▶ **Data in this exercise**
- - -

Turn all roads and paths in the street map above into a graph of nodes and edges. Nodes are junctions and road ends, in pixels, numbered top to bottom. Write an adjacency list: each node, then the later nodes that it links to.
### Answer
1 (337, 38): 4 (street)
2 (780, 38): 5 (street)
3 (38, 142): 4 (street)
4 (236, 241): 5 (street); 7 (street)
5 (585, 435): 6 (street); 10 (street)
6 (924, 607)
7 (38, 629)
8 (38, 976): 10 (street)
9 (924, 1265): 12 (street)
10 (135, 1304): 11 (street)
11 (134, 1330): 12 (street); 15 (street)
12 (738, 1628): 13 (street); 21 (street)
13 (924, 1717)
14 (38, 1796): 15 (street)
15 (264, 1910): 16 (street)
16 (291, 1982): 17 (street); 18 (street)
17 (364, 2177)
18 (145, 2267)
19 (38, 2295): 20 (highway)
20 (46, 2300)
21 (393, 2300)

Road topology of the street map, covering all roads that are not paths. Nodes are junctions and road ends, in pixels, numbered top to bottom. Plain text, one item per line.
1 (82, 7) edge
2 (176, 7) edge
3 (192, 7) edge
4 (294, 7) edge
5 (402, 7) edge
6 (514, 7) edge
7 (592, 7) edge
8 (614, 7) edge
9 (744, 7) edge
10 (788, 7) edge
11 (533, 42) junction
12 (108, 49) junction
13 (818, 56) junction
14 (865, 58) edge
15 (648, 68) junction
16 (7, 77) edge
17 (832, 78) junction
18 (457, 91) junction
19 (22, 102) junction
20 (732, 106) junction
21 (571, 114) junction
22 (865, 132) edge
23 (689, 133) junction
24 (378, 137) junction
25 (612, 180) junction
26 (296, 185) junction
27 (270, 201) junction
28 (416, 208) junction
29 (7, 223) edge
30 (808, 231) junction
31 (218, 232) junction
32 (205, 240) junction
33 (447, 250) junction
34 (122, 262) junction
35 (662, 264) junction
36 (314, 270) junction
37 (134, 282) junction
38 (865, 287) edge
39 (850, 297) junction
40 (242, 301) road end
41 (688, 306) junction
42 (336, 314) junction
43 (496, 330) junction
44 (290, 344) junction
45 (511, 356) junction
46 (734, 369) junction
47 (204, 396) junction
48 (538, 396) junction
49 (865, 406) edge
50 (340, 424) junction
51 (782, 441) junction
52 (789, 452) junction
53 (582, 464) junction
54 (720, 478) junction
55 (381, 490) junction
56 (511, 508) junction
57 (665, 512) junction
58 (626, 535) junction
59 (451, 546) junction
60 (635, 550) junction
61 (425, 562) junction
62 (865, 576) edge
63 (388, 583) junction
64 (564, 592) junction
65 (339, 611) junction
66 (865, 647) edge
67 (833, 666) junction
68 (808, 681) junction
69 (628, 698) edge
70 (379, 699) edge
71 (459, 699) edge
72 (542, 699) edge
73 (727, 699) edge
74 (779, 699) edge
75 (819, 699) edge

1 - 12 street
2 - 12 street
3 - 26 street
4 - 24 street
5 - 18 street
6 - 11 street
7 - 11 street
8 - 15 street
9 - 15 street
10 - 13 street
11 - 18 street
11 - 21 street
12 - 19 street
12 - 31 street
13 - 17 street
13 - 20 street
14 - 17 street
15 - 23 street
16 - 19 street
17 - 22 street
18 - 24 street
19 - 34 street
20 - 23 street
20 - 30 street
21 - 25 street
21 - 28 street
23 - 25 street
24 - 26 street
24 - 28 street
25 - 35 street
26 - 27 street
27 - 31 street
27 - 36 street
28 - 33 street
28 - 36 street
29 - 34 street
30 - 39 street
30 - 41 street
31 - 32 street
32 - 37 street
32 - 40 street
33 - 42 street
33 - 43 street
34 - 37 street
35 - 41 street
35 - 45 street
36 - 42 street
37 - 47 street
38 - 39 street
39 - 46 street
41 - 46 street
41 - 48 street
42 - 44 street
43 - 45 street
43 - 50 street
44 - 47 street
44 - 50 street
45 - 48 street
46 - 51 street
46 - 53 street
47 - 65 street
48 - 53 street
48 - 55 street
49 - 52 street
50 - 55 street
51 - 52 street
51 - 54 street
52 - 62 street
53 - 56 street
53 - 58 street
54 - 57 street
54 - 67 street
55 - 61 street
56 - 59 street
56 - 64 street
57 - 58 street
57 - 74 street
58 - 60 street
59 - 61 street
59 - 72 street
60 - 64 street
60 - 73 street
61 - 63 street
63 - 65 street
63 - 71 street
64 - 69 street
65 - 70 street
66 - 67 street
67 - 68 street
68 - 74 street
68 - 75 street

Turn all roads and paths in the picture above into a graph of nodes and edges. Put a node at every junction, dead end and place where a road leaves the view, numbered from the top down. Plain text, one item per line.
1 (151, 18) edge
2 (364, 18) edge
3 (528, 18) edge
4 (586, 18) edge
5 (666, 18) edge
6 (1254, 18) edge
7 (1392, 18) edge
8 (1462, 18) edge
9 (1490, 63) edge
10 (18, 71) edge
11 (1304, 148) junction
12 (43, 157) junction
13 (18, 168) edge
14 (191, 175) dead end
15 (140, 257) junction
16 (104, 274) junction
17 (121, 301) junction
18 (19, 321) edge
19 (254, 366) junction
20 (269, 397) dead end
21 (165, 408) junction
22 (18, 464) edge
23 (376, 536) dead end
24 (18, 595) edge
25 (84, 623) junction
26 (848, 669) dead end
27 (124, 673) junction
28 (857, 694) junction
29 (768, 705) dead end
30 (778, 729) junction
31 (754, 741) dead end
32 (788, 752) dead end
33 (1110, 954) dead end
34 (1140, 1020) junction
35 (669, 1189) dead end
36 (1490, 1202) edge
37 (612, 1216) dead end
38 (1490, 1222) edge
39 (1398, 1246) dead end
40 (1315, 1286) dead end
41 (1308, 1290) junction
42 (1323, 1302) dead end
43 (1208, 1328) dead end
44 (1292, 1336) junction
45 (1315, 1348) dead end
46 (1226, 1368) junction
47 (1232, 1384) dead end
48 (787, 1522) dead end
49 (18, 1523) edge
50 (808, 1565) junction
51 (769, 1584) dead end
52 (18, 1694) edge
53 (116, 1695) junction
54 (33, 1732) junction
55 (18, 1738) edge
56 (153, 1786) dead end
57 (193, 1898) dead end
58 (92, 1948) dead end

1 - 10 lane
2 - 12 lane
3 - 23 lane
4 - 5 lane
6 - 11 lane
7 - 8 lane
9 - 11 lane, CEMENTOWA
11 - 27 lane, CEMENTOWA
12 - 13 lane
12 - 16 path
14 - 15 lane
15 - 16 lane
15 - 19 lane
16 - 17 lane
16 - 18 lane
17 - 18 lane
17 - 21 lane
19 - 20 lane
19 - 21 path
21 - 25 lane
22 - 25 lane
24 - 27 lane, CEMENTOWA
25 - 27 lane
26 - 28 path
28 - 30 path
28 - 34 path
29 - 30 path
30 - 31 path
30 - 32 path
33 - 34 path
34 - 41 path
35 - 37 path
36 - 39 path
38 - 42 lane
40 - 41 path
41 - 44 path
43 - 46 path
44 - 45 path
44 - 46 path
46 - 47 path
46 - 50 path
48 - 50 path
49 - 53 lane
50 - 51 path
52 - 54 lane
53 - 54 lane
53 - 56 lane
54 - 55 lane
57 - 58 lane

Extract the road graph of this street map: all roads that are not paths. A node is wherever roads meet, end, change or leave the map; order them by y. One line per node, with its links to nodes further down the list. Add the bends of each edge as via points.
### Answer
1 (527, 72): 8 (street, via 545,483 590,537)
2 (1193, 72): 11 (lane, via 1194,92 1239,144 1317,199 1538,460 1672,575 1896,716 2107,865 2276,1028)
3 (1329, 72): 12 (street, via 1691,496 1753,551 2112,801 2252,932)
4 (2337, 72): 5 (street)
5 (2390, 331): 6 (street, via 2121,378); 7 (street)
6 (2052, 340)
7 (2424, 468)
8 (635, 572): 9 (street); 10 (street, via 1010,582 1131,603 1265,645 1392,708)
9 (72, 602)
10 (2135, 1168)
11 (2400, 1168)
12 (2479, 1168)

- - -

▶ **What needs to be done**
Print, exactly and only, the lines running from the one with "Extract the road" to the end of the data above.

▶ **Response to this exercise**
Extract the road graph of this street map: all roads that are not paths. A node is wherever roads meet, end, change or leave the map; order them by y. One line per node, with its links to nodes further down the list. Add the bends of each edge as via points.
### Answer
1 (527, 72): 8 (street, via 545,483 590,537)
2 (1193, 72): 11 (lane, via 1194,92 1239,144 1317,199 1538,460 1672,575 1896,716 2107,865 2276,1028)
3 (1329, 72): 12 (street, via 1691,496 1753,551 2112,801 2252,932)
4 (2337, 72): 5 (street)
5 (2390, 331): 6 (street, via 2121,378); 7 (street)
6 (2052, 340)
7 (2424, 468)
8 (635, 572): 9 (street); 10 (street, via 1010,582 1131,603 1265,645 1392,708)
9 (72, 602)
10 (2135, 1168)
11 (2400, 1168)
12 (2479, 1168)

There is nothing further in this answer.